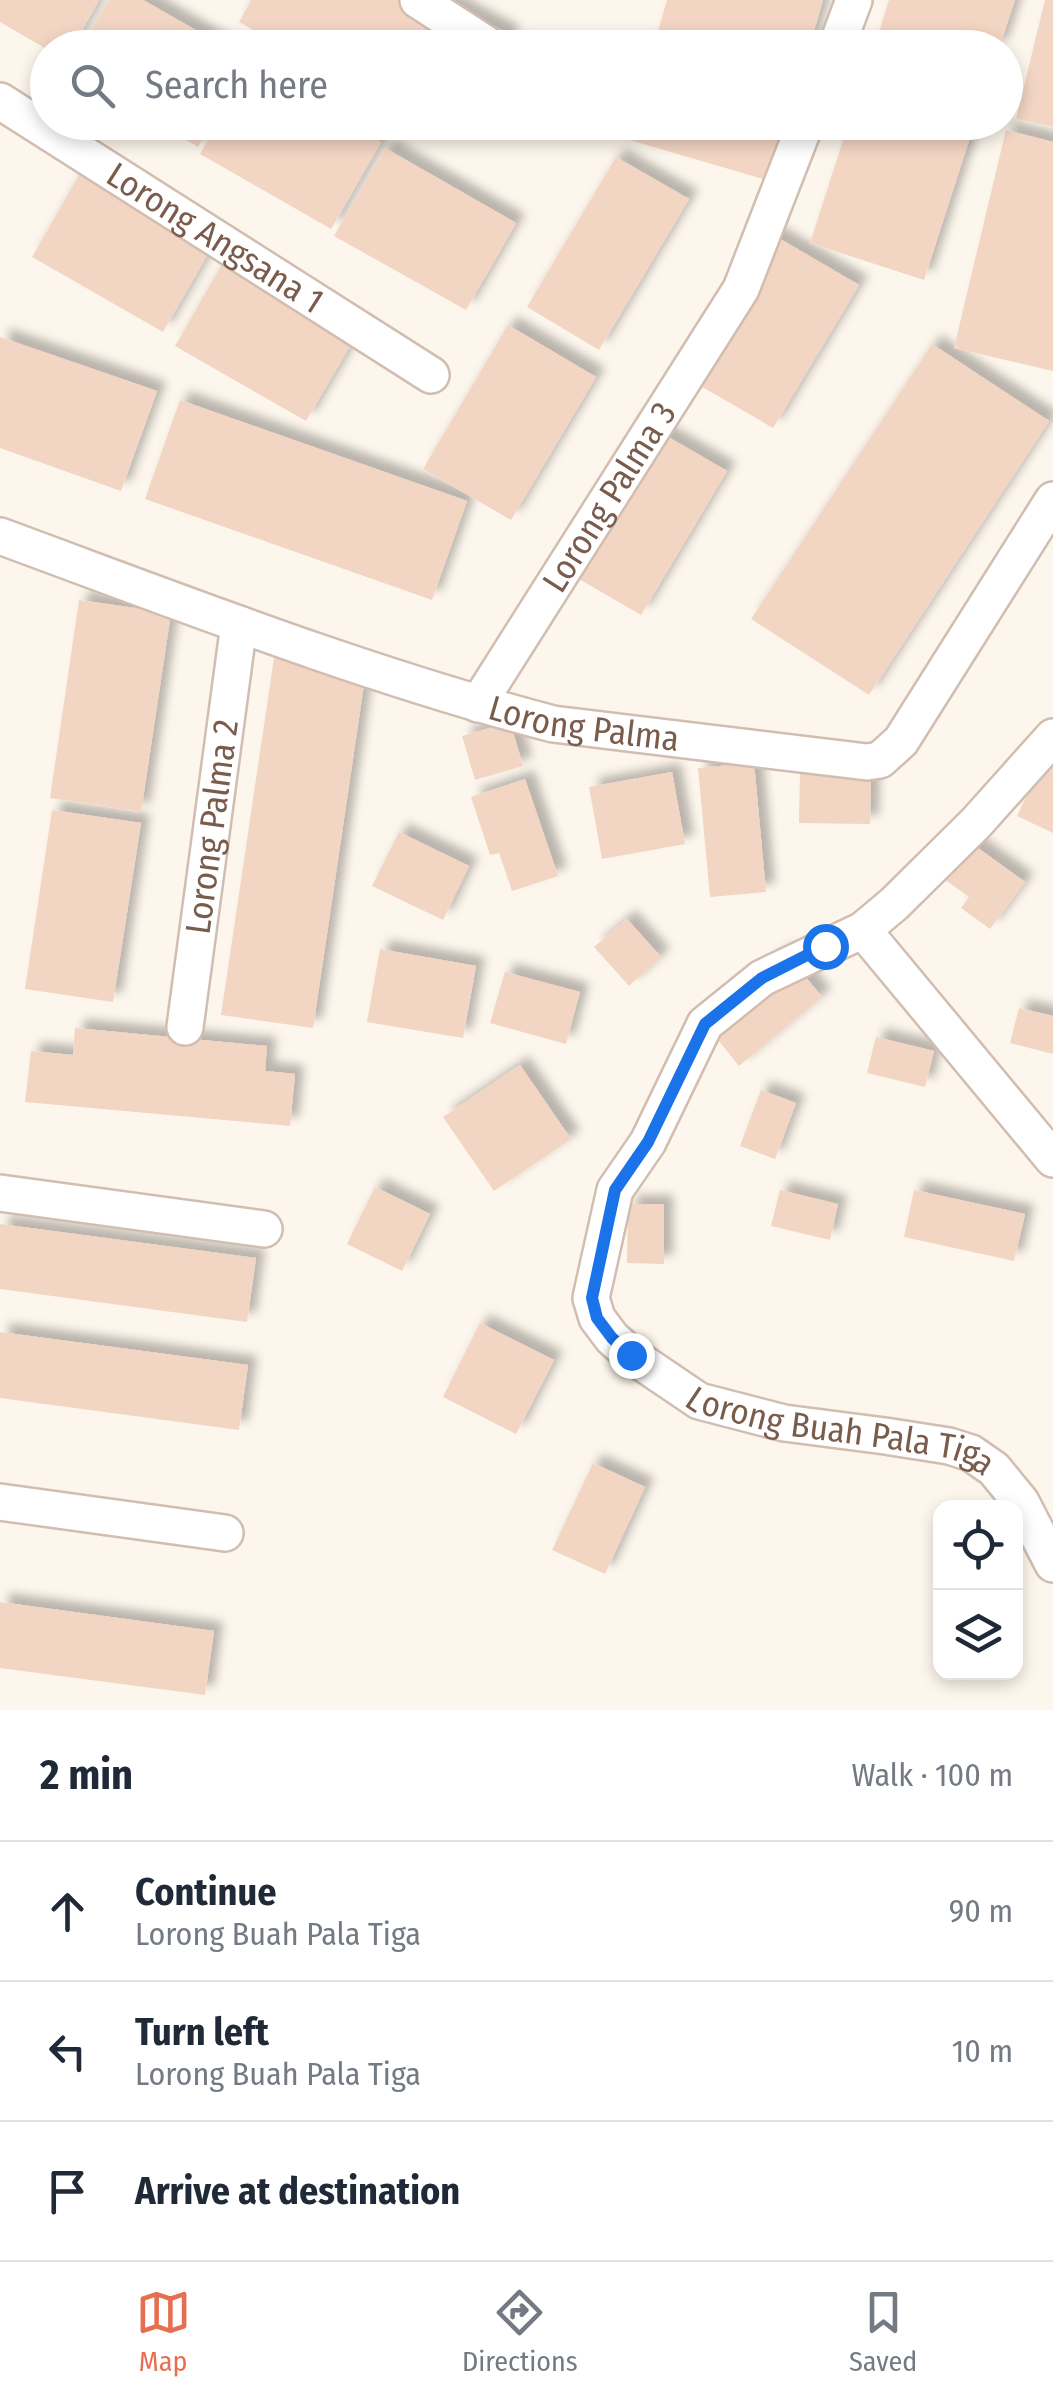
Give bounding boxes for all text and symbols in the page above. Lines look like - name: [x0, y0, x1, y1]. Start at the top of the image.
- search box: [30, 30, 1023, 140]
- icon: search: [65, 58, 120, 113]
- text: Search here: [145, 62, 328, 108]
- street label: Lorong Angsana 1: [99, 153, 331, 322]
- street label: Lorong Palma 3: [533, 394, 685, 600]
- street label: Lorong Palma: [484, 686, 682, 760]
- street label: Lorong Palma 2: [177, 717, 247, 937]
- route start: [803, 924, 849, 970]
- route end: [609, 1333, 655, 1379]
- street label: Lorong Buah Pala Tiga: [678, 1377, 1003, 1484]
- map controls: [933, 1500, 1023, 1680]
- button: locate: [933, 1500, 1023, 1590]
- button: layers: [933, 1590, 1023, 1680]
- text: 2 min: [40, 1750, 133, 1800]
- text: Walk · 100 m: [851, 1756, 1013, 1794]
- text: Continue: [135, 1869, 276, 1915]
- icon: ahead: [40, 1884, 95, 1939]
- text: 90 m: [949, 1892, 1013, 1930]
- text: Lorong Buah Pala Tiga: [135, 1915, 421, 1953]
- text: Turn left: [135, 2009, 269, 2055]
- icon: left: [40, 2024, 95, 2079]
- text: 10 m: [952, 2032, 1013, 2070]
- text: Lorong Buah Pala Tiga: [135, 2055, 421, 2093]
- icon: arrive: [40, 2164, 95, 2219]
- text: Arrive at destination: [135, 2168, 460, 2214]
- tab: Map: [136, 2285, 191, 2378]
- tab: Directions: [462, 2285, 578, 2378]
- tab: Saved: [849, 2285, 917, 2378]

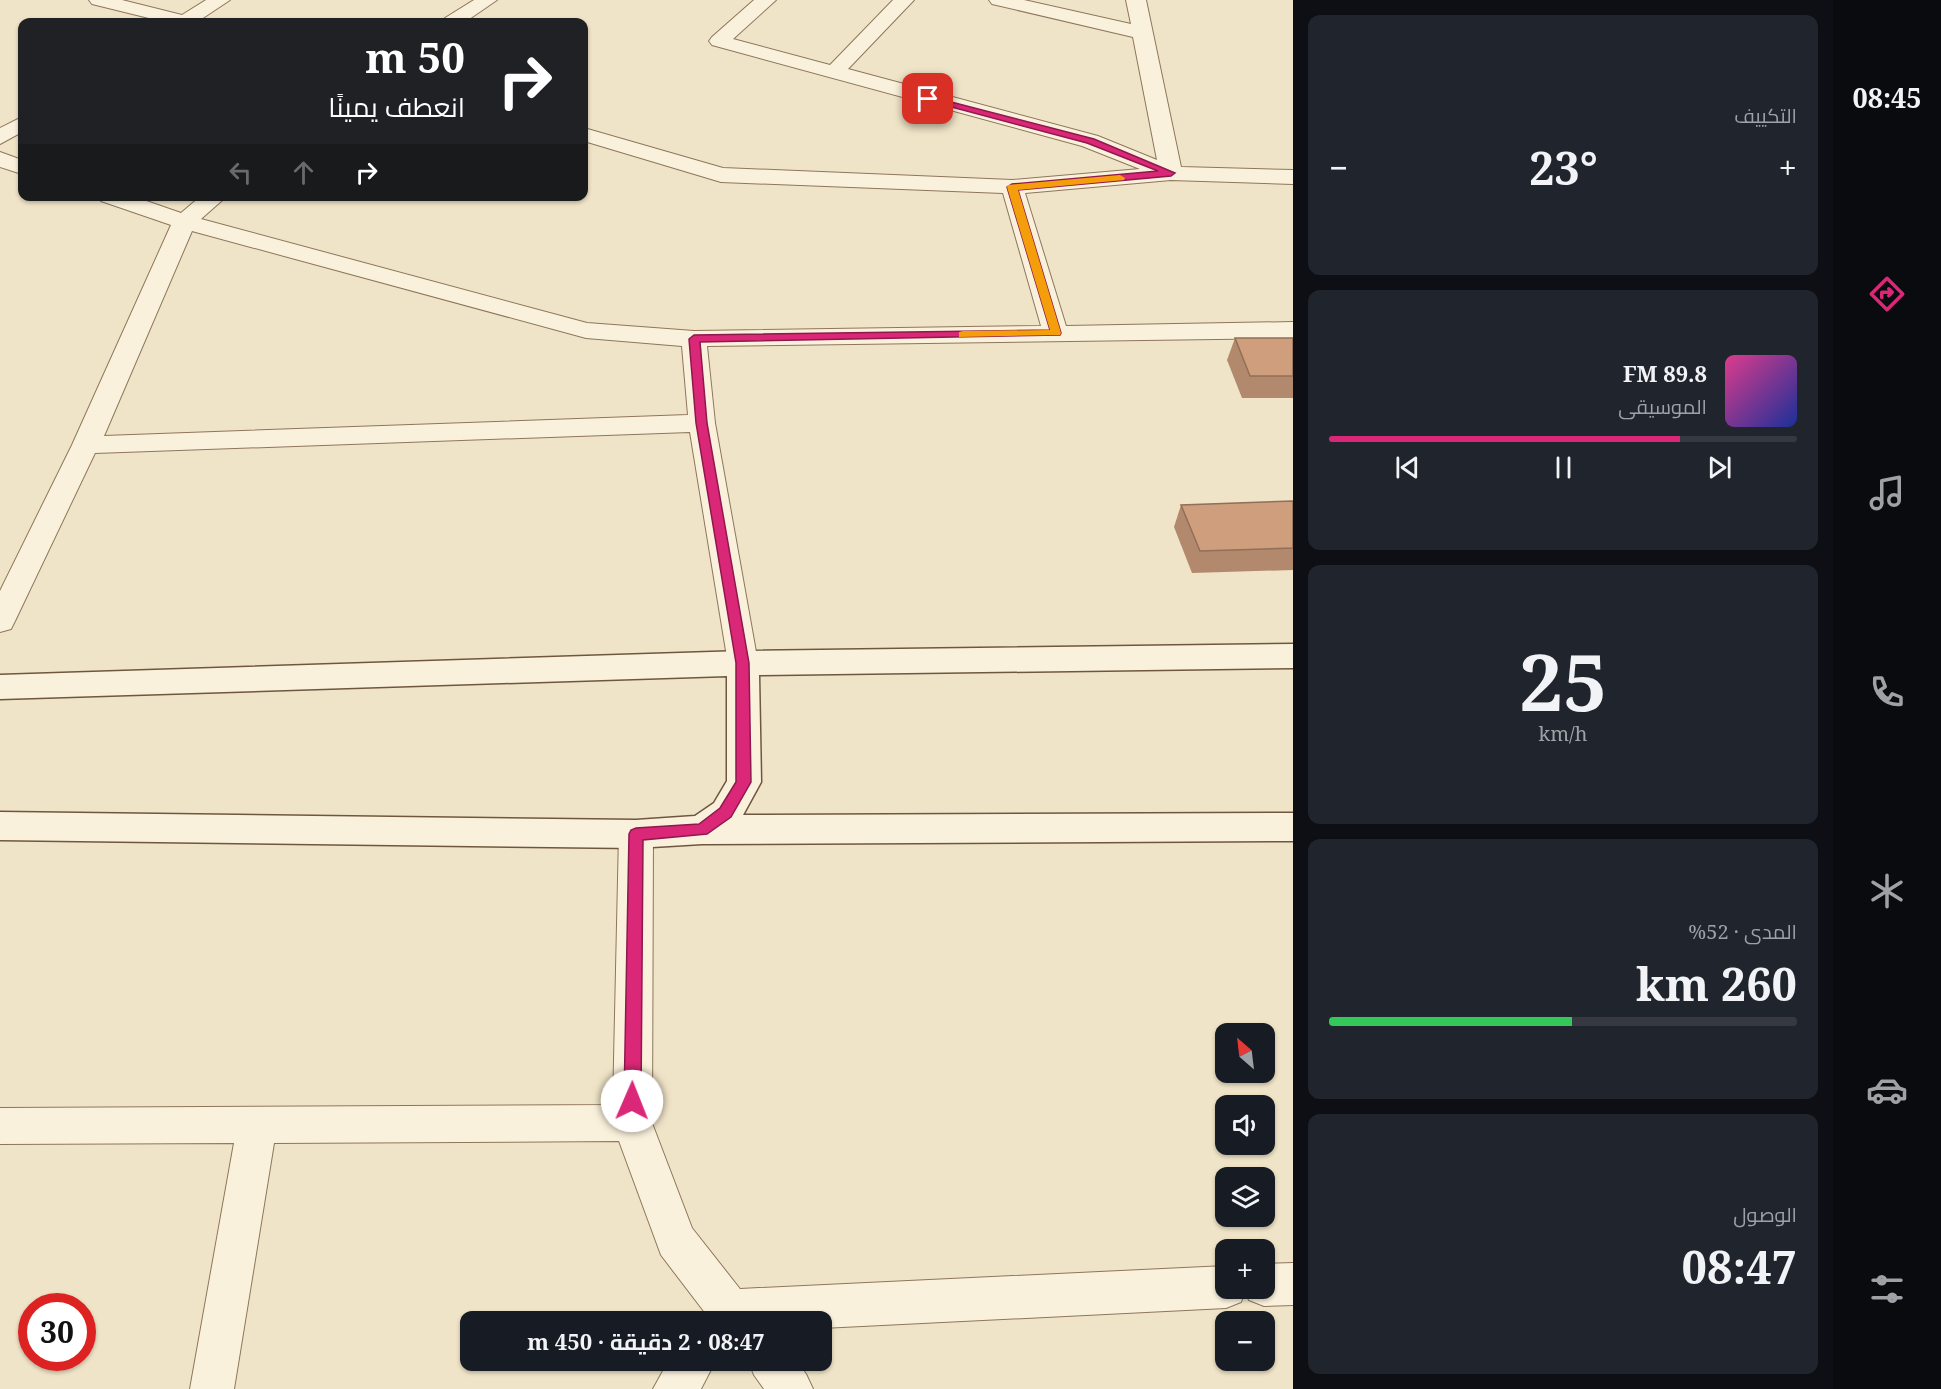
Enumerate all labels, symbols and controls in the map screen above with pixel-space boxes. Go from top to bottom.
text: 50 m [365,28,465,85]
icon: right [486,42,564,120]
pin [902,73,953,124]
text: 08:45 [1852,79,1922,116]
icon: arrive [911,82,944,115]
text: انعطف يمينًا [328,88,465,125]
text: التكييف [1734,102,1797,129]
text: 23° [1529,137,1598,198]
text: − [1329,145,1348,190]
text: + [1779,145,1797,190]
icon: left [224,156,257,189]
icon: ahead [287,156,320,189]
icon: right [350,156,383,189]
icon: directions [1866,273,1908,315]
text: 89.8 FM [1623,358,1707,388]
text: الموسيقى [1618,393,1707,420]
icon: previous [1391,451,1424,484]
icon: pause [1547,451,1580,484]
icon: next [1703,451,1736,484]
icon: music [1866,472,1908,514]
text: 25 [1519,628,1607,734]
icon: phone [1866,671,1908,713]
text: km/h [1538,720,1588,747]
icon: climate [1866,870,1908,912]
text: المدى · 52% [1688,918,1797,945]
text: 260 km [1636,953,1797,1014]
north arrow [1215,1023,1275,1083]
map controls [1215,1023,1275,1371]
position arrow [600,1069,664,1133]
icon: car [1866,1069,1908,1111]
button: sound [1215,1095,1275,1155]
button: layers [1215,1167,1275,1227]
text: الوصول [1733,1201,1797,1228]
text: 08:47 [1682,1236,1797,1297]
button: + [1215,1239,1275,1299]
icon: filters [1866,1268,1908,1310]
speed limit sign: 30 [18,1293,96,1371]
button: − [1215,1311,1275,1371]
text: 08:47 · 2 دقيقة · 450 m [527,1326,765,1356]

PROBLEM DESCRIPTION: A complete answer gives every line of the data that includes "Buah".

SOLUTION FOR THIS TASK:
- street label: Lorong Buah Pala Tiga: [678, 1377, 1003, 1484]
- text: Lorong Buah Pala Tiga: [135, 1915, 421, 1953]
- text: Lorong Buah Pala Tiga: [135, 2055, 421, 2093]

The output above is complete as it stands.